Елей верхушки и серебряный мох,

Пища лесная.

Дети, разведчики леса,

Бродят по рощам.

Жарят в костре белых червей,

Заячью капусту, гусениц жирных

Или больших пауков - они слаще орехов.

Ловят кротов, ящериц серых,

Гадов шипящих стреляют из лука,

Хлебцы пекут из лебеды...

Когда умолкали птицы, я прислонялся к теплому сосновому стволу на взгорке и наблюдал, как проступали на небе звезды. В июне на зеленоватом фоне отчетливо видны были голубая Вега, белые Денеб и Альтаир. Три главенствующих звезды образовывали огромный треугольник. Я различал созвездия Орла и Лебедя. Зажигалось еще несколько звездных огней, и небесные птицы устремлялись в свой вечный полет. Лебедь направлялся к Земле; некогда он внушил древним мысль, что это сам всемогущий Зевс летит на свидание. Орел расправлял крылья, словно он еще не устал от выпавшего ему жребия десять тысяч лет терзать печень светоносного Прометея.
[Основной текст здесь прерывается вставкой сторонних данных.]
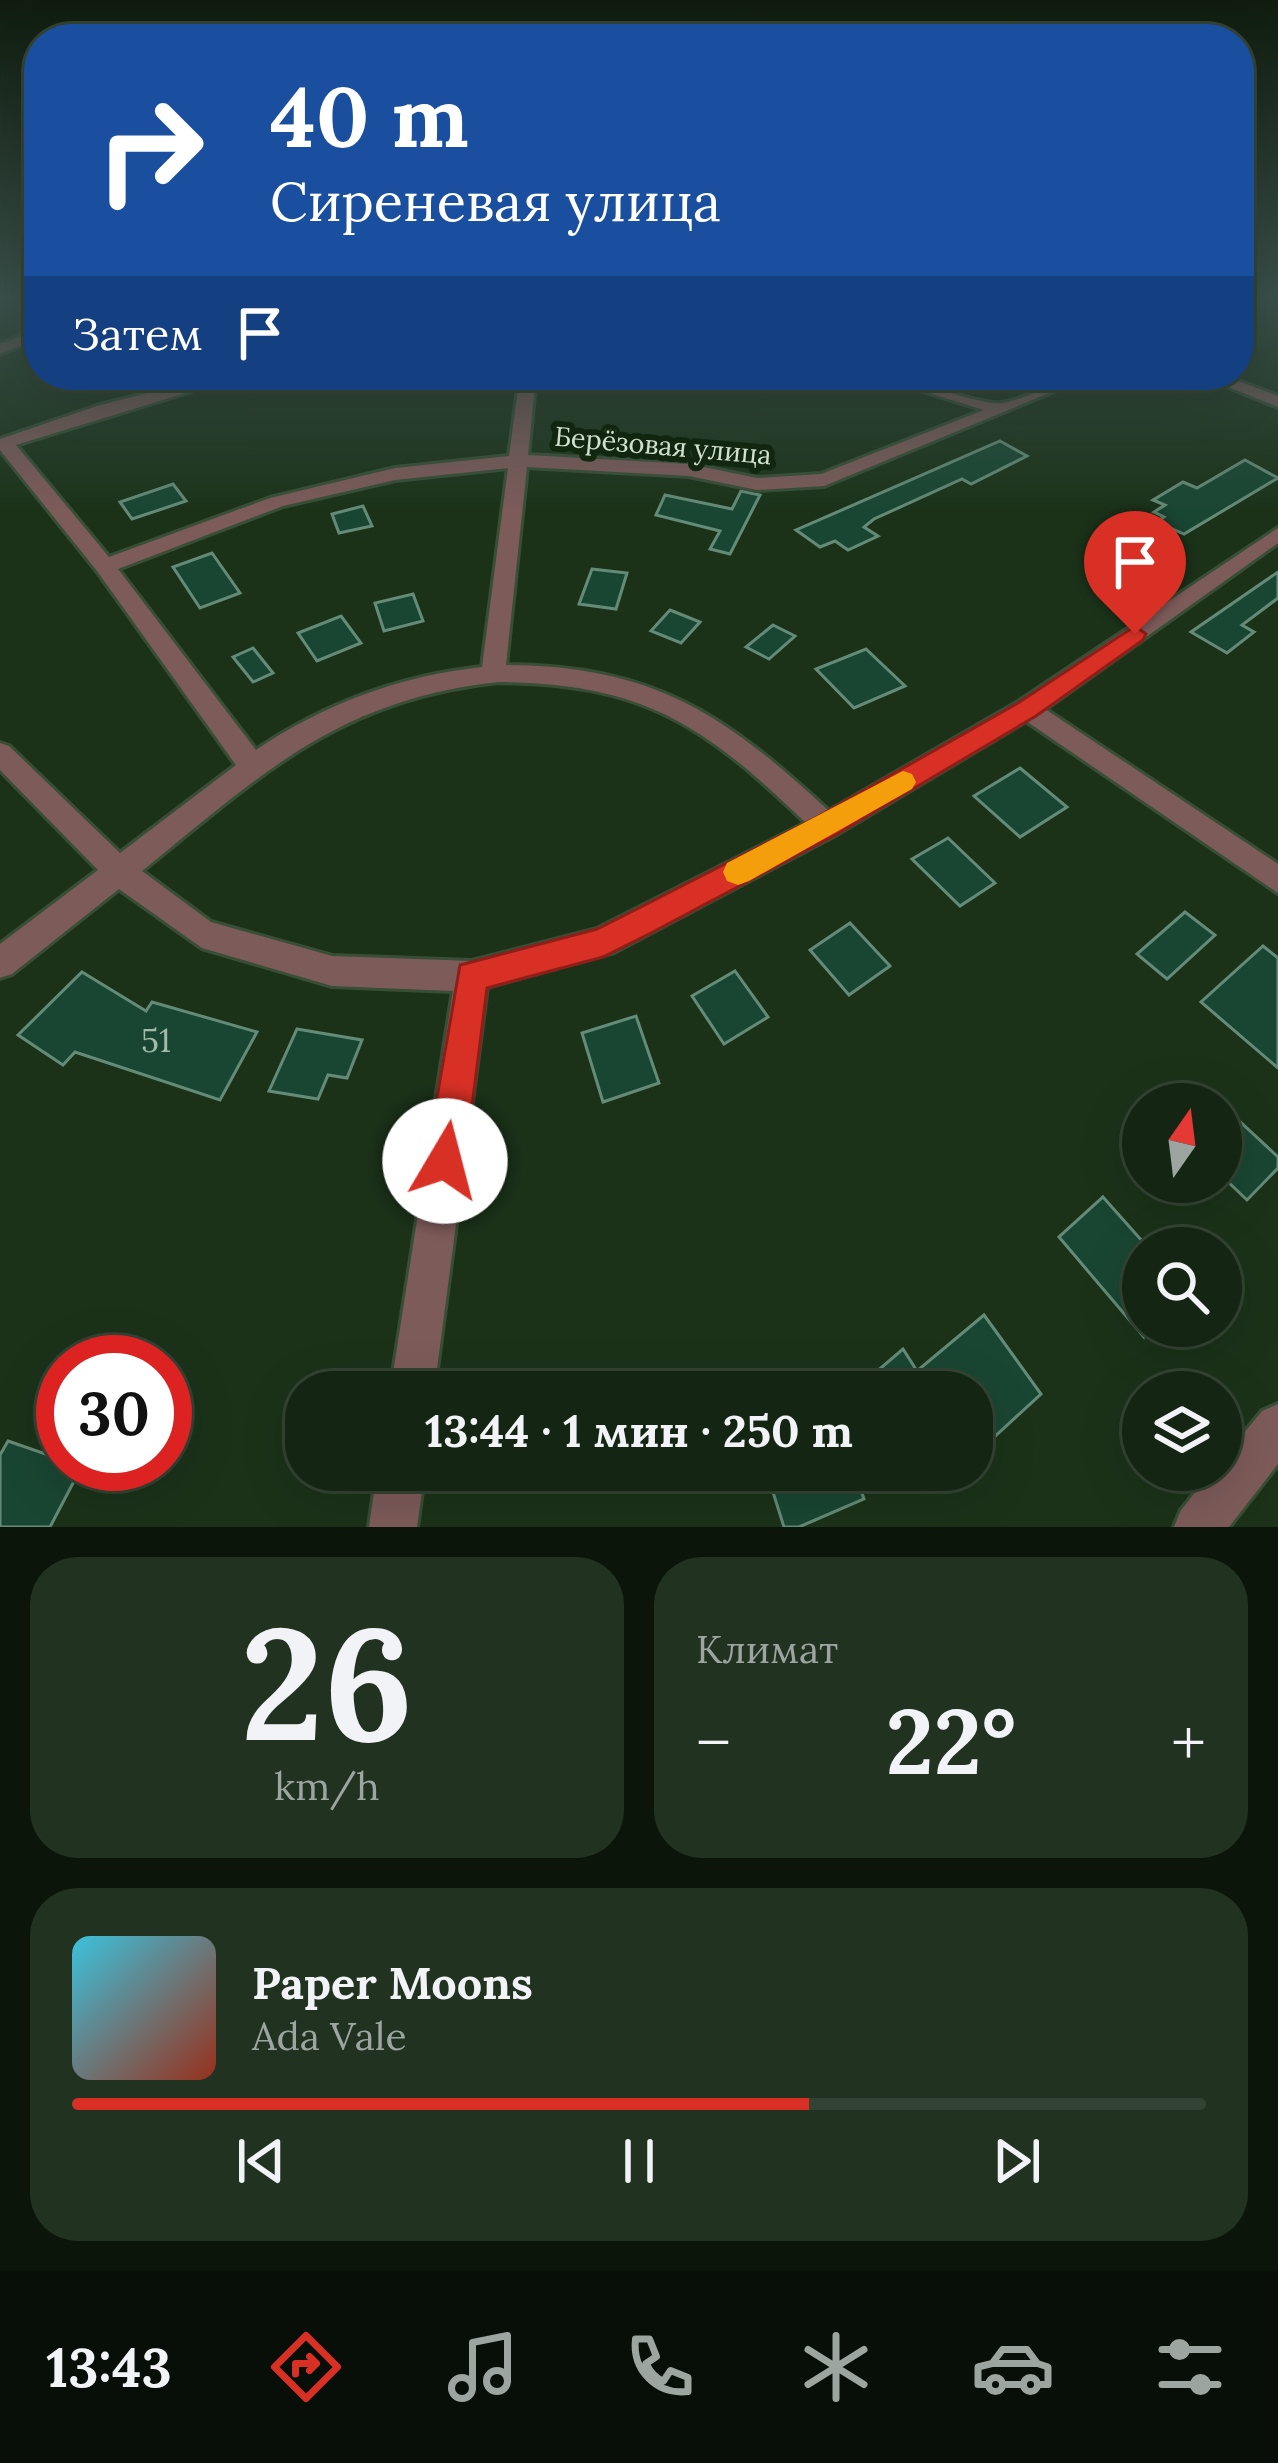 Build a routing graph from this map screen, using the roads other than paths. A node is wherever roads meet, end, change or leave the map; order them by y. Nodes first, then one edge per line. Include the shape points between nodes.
1 (179, 390) edge
2 (526, 390) edge
3 (933, 390) edge
4 (1047, 390) edge
5 (1246, 390) edge
6 (1278, 402) edge
7 (1001, 409) junction
8 (3, 444) edge
9 (518, 461) junction
10 (1278, 534) edge
11 (105, 566) junction
12 (493, 674) junction
13 (1027, 709) junction
14 (0, 753) edge
15 (253, 767) junction
16 (827, 826) junction
17 (118, 871) junction
18 (1278, 880) edge
19 (0, 963) edge
20 (472, 976) junction
21 (415, 1371) edge
22 (1278, 1427) edge
23 (398, 1491) edge
24 (393, 1527) edge
25 (1198, 1527) edge

1 - 8 street
2 - 9 street
3 - 7 street
4 - 7 street, Берёзовая улица
5 - 6 street
7 - 9 street, Берёзовая улица via 824,480 757,484 668,468
8 - 11 street
9 - 11 street, Берёзовая улица via 395,474 277,502
9 - 12 street
10 - 13 street
11 - 15 street
12 - 15 street via 390,694 315,726
12 - 16 street via 622,686 686,712 746,752
13 - 16 street
13 - 18 street
14 - 17 street
15 - 17 street
16 - 20 street via 603,942
17 - 19 street
17 - 20 street via 202,934 332,971
20 - 21 street
22 - 25 street
23 - 24 street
Надо мной шуршали перепончатыми крыльями кожаны, редко-редко вздыхала от ветра земля, одетая травами и чутким подлеском. На юге, где окоем был открыт, я различал оживавшую под светом звезд и луны стихию. Там сиял красный Антарес. Кусок неба, заключенный словно в раму двумя вековыми соснами, их темными ночными кронами, таинственно волнующимися под ветром, притягивал меня, как магнит.
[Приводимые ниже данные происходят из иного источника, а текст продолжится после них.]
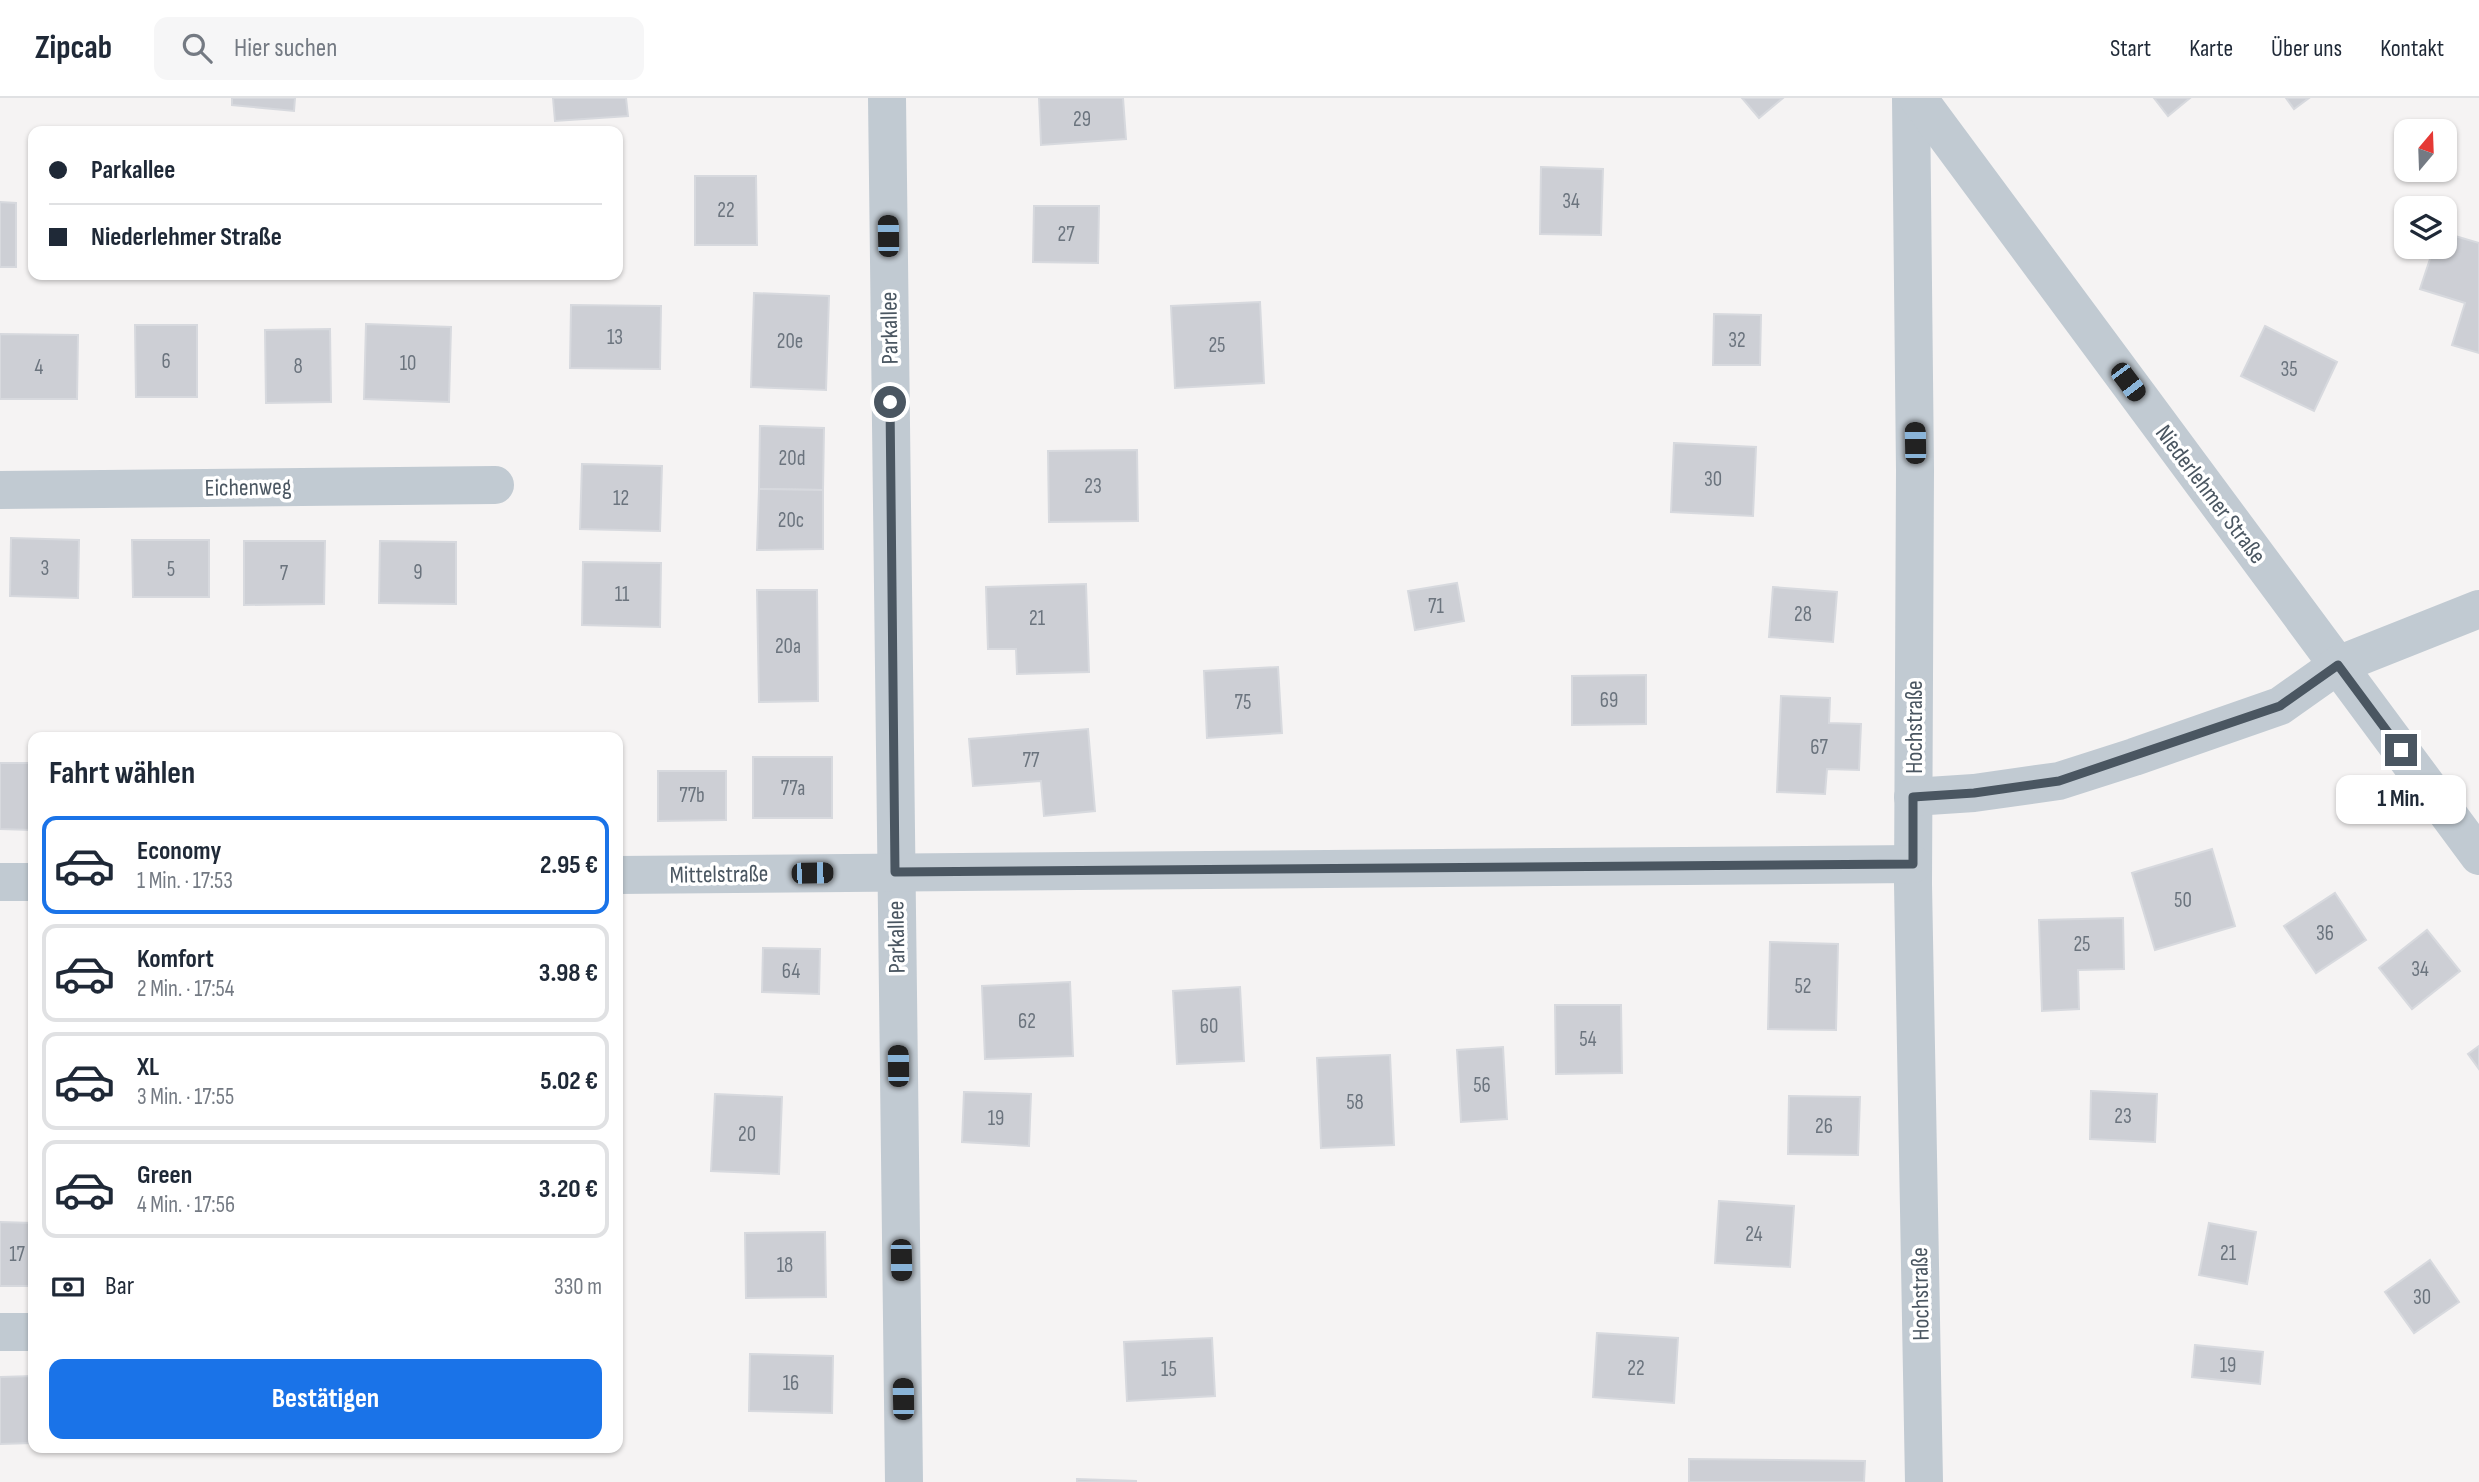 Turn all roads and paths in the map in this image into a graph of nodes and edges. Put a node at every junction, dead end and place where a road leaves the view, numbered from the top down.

В августе особенно заметен был Дельфин с его ромбом из четырех звезд. Выше и правее Дельфина, прямо над Альтаиром, мчалась Стрела, сверкая хвостовым оперением. Около полуночи глубина неба увеличивалась, и взгляд проникал очень далеко; серебрился Млечный Путь; от запахов, которые доносились с южным ветром, кружилась голова. Что я искал там? О чем говорили эти ясные, свежие, пряные ночи?..

БИБЛИОТЕКА

Возможно, следовало бы рассказать, как осенью мы уходили из лагеря, потому что нас засекла воздушная разведка... Думаю, что нас приняли за крупное партизанское соединение: вскоре пожаловали "юнкерсы". На северном склоне холма кто-то насчитал потом сорок семь воронок. Описать этот осенний поход нелегко. Было много раненых, которых прикрывала вторая группа - в ней были Ходжиакбар, Скориков и я. Помню, как мы шли оврагами, как мы буквально растворились в этой путанице перелесков, балок, речек и озер, а уставали так, что переходы казались бесконечными - и одинаковыми. Потом ударили морозы, выпал снег, а мы все еще кочевали с места на место. С ходу мы ворвались в небольшое сельцо, которое было трудно обойти. Точнее, через него и пролегал маршрут в обход укрепленных пунктов. В бою был убит командир отряда Максимов. Командование принял капитан.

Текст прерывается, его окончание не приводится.